Collected data
┌────────
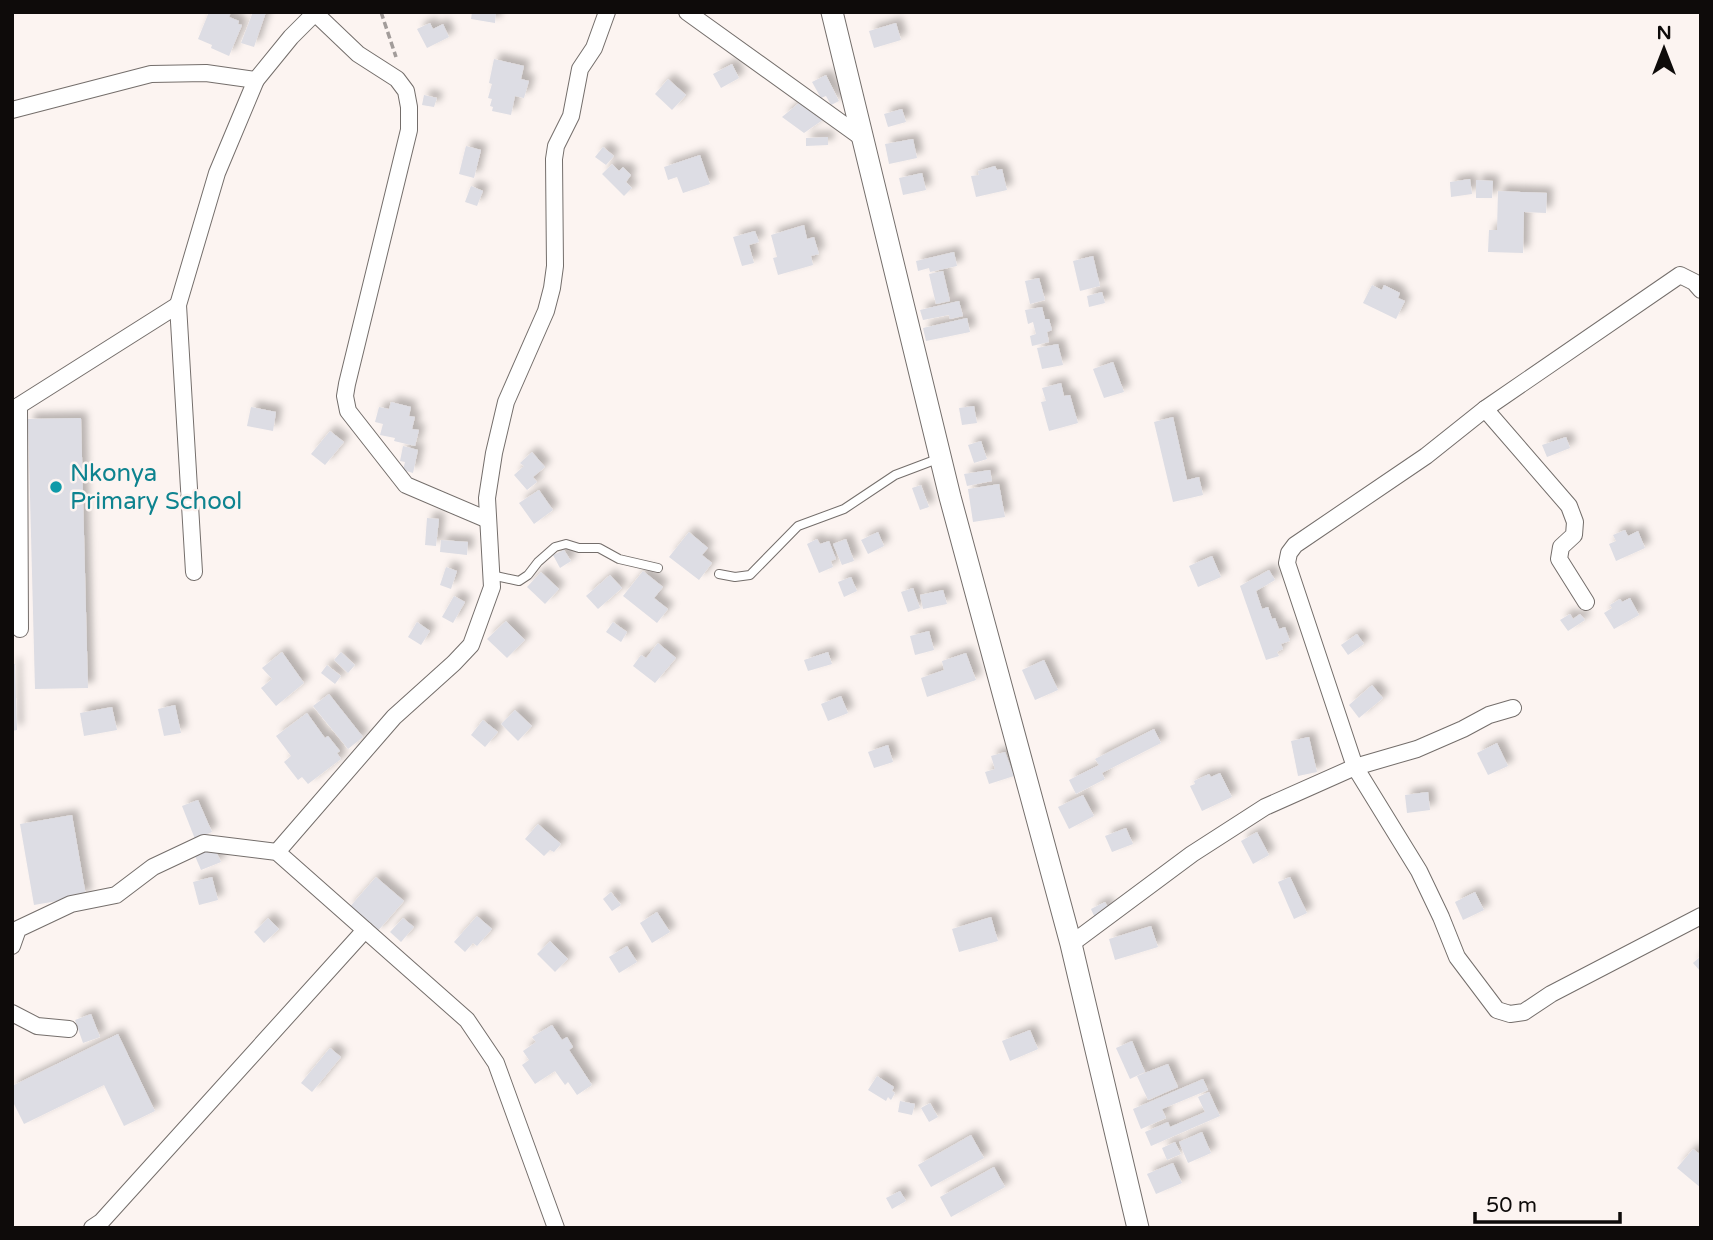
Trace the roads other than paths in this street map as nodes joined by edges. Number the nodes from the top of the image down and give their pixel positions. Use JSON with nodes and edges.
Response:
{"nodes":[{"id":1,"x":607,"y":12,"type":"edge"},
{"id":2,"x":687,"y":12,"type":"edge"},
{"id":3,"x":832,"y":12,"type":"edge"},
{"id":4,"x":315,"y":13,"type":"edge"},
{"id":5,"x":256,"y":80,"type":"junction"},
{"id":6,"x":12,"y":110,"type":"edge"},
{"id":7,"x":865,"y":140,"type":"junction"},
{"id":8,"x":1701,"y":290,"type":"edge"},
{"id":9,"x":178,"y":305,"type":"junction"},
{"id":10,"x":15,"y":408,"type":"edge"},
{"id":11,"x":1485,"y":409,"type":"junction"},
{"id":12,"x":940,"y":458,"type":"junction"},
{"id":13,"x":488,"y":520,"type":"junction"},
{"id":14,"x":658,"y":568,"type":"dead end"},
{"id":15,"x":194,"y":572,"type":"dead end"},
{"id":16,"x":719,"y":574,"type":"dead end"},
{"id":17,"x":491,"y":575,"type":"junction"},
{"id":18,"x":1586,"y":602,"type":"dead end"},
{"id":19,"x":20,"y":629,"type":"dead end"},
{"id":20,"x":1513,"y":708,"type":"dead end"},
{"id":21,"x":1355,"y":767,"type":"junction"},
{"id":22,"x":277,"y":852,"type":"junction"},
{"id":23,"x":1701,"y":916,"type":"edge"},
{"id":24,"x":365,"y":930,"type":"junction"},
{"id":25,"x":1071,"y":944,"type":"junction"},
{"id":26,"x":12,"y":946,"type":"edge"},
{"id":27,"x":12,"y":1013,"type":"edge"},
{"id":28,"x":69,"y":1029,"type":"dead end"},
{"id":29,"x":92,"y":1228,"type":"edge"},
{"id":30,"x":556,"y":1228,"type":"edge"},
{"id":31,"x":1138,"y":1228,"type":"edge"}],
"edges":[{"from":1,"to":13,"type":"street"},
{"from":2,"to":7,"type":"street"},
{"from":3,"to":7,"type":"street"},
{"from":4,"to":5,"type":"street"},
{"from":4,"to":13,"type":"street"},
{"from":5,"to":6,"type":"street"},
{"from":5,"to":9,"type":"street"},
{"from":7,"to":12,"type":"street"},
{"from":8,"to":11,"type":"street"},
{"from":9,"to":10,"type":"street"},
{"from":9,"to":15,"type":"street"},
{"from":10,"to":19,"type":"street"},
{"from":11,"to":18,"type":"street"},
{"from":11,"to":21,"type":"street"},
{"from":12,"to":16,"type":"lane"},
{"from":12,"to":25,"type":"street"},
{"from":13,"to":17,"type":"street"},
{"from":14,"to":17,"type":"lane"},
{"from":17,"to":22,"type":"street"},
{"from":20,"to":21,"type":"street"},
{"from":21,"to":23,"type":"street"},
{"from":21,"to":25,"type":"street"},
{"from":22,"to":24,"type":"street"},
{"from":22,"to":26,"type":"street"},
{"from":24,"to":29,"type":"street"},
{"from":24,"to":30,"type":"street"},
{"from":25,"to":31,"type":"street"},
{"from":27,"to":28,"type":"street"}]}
└────────
Every line above that has the string "lane" needs to be copied.

{"from":12,"to":16,"type":"lane"},
{"from":14,"to":17,"type":"lane"},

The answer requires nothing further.